(Exercise goal) Which lines of the data contain the string "Nébuleuse"? Show each of them.

(Data to examine)
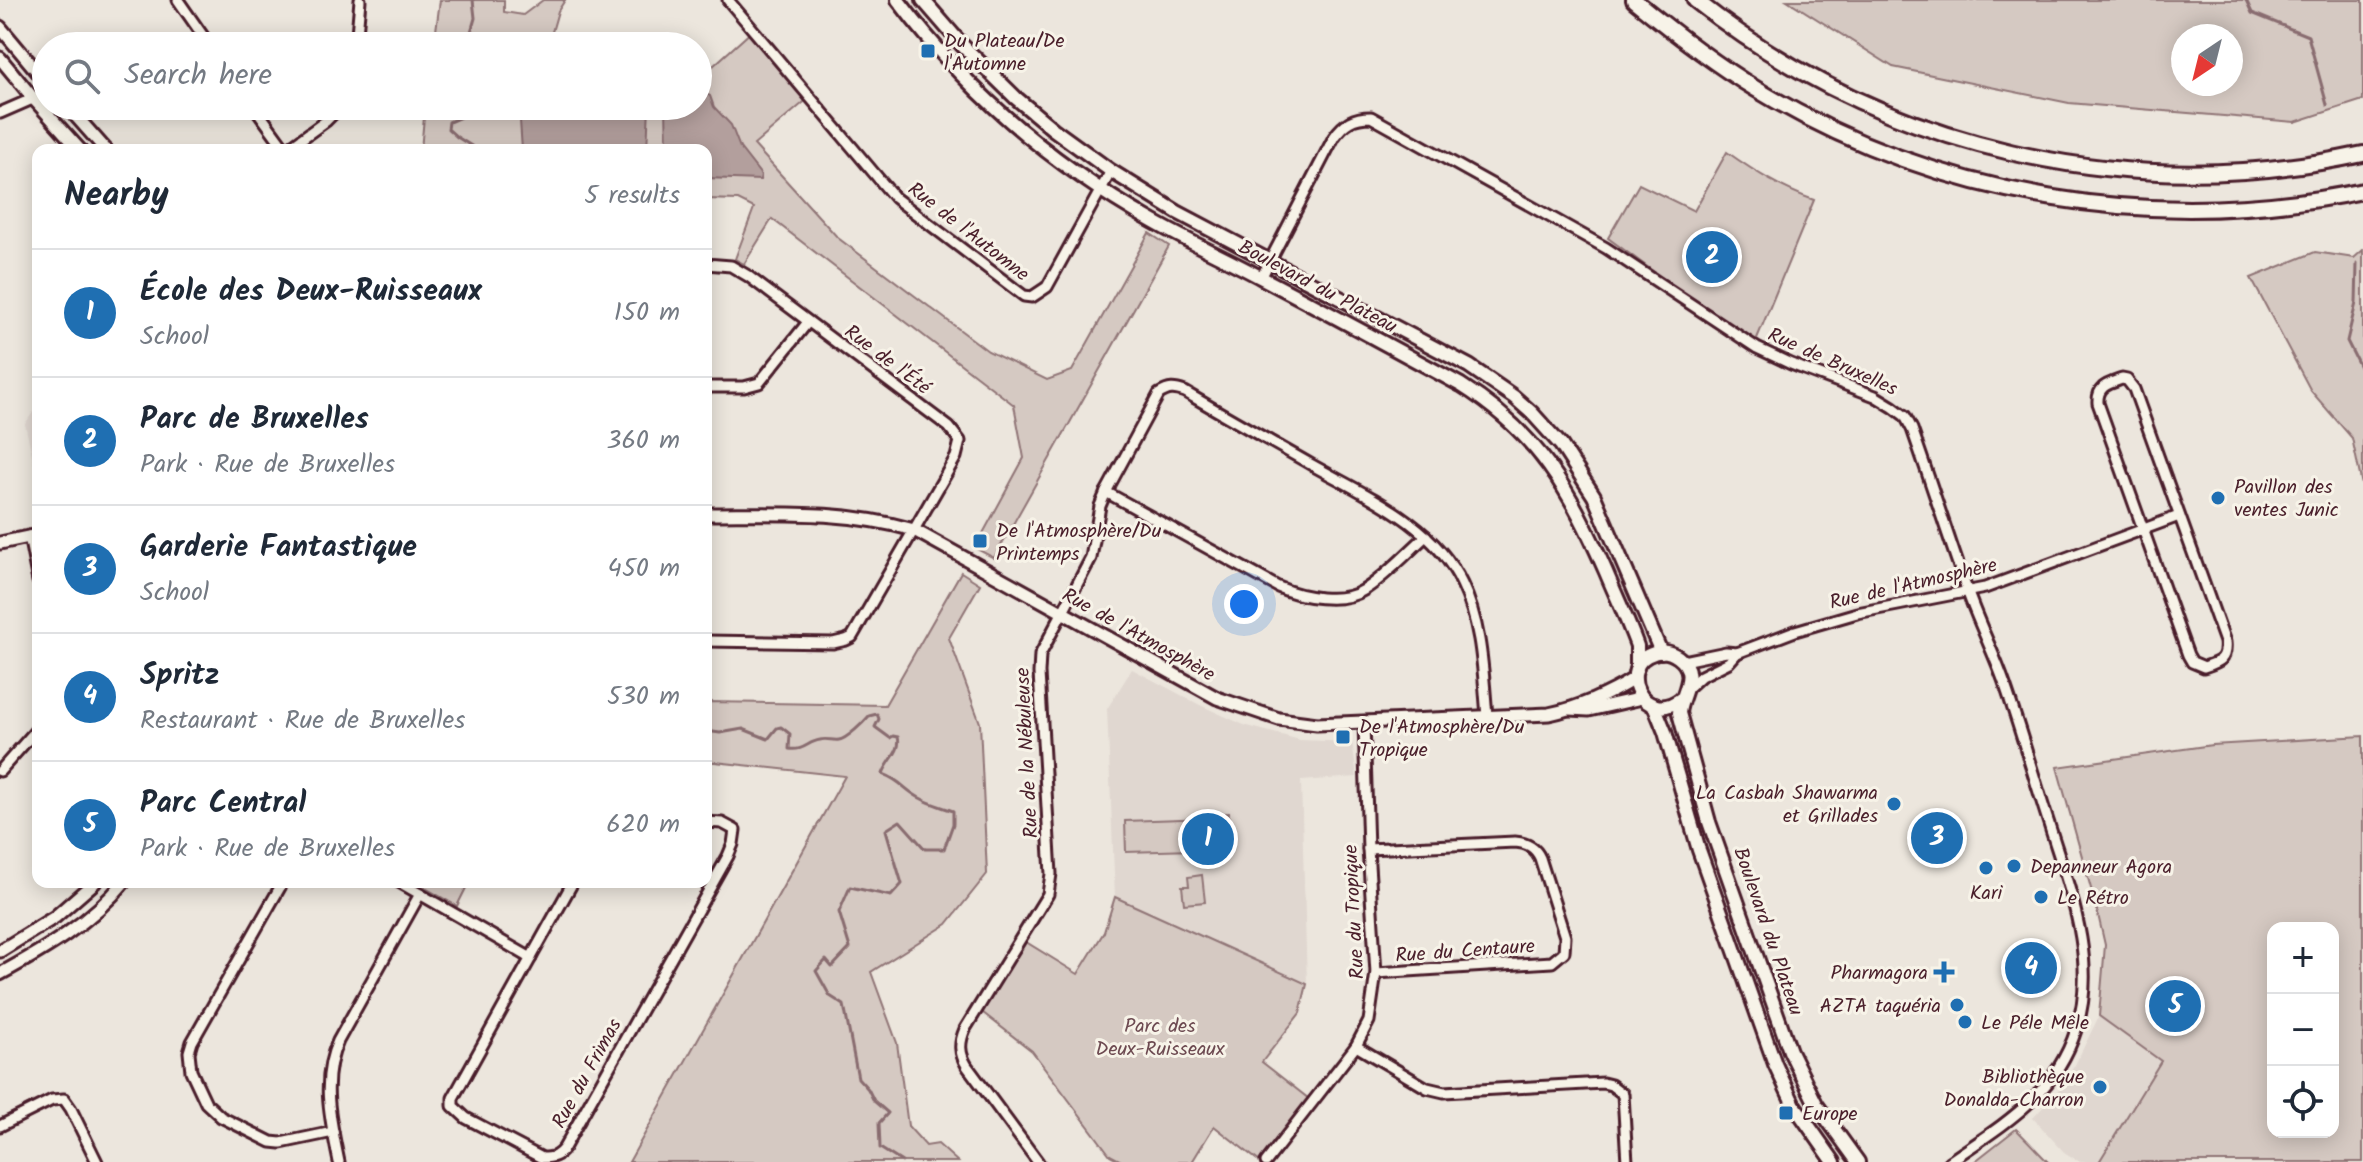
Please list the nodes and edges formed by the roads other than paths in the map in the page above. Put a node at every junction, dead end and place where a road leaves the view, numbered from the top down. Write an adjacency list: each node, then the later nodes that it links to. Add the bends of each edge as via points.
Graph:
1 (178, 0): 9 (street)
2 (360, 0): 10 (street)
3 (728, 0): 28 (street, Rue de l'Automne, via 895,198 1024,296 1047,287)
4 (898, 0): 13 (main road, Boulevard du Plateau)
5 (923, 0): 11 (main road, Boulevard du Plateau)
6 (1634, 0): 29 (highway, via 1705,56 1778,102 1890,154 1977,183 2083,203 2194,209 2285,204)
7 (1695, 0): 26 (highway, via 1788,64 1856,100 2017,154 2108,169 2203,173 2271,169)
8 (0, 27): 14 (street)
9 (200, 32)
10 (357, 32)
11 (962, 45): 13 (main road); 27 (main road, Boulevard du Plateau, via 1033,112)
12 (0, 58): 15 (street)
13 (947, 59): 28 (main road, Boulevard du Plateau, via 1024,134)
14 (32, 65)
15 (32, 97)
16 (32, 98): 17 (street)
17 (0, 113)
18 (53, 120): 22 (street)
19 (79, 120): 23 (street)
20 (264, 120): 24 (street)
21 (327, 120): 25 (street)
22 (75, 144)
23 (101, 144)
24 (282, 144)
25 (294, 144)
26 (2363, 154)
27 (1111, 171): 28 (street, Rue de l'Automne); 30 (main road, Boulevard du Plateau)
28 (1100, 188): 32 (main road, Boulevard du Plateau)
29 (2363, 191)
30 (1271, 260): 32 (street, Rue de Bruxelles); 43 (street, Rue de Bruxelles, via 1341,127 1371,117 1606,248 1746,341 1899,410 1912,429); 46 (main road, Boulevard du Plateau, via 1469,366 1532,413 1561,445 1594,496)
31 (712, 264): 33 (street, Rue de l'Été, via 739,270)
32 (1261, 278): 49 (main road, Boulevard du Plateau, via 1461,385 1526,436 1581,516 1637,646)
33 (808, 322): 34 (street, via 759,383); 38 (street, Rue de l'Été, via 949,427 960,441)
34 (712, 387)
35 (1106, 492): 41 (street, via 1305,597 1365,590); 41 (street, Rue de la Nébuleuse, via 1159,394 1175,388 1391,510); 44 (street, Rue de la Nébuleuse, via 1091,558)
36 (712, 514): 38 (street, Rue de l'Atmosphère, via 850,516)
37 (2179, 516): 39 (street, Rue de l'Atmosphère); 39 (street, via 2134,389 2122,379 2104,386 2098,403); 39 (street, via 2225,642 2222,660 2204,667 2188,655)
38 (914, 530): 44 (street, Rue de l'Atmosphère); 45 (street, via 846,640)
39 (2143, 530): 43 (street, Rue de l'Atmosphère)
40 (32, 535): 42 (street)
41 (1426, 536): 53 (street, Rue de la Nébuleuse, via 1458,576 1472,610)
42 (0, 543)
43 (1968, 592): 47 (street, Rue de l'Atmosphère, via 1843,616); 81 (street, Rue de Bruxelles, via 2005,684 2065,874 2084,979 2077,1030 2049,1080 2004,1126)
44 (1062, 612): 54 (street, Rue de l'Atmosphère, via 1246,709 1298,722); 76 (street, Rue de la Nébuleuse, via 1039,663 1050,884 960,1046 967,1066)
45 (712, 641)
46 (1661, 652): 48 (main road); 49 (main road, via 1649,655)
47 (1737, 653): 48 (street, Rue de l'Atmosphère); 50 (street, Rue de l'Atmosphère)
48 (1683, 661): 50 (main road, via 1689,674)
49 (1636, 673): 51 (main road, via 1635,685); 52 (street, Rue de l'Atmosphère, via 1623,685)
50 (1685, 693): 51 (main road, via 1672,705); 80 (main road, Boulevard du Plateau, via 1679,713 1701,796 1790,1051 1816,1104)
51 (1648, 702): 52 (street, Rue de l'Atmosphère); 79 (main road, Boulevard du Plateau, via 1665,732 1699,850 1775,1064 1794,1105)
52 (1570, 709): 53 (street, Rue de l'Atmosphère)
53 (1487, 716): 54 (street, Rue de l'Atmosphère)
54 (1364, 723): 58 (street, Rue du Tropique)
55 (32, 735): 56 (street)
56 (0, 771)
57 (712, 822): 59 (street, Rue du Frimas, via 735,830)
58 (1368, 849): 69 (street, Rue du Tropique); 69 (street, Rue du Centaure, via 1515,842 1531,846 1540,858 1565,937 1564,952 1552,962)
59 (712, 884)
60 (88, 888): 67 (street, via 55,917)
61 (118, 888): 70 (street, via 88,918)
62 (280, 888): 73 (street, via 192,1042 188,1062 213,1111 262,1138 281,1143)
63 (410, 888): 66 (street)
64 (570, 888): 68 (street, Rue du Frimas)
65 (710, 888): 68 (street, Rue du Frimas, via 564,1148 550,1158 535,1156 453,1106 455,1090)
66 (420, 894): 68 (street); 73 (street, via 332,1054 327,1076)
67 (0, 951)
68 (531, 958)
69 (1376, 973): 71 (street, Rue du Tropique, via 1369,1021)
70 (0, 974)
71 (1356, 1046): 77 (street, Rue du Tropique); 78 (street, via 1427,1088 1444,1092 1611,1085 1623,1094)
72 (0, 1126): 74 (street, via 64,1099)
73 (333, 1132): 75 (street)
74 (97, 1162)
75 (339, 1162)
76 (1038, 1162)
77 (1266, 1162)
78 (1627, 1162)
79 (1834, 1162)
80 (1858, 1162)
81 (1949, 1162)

(Exercise output)
35 (1106, 492): 41 (street, via 1305,597 1365,590); 41 (street, Rue de la Nébuleuse, via 1159,394 1175,388 1391,510); 44 (street, Rue de la Nébuleuse, via 1091,558)
41 (1426, 536): 53 (street, Rue de la Nébuleuse, via 1458,576 1472,610)
44 (1062, 612): 54 (street, Rue de l'Atmosphère, via 1246,709 1298,722); 76 (street, Rue de la Nébuleuse, via 1039,663 1050,884 960,1046 967,1066)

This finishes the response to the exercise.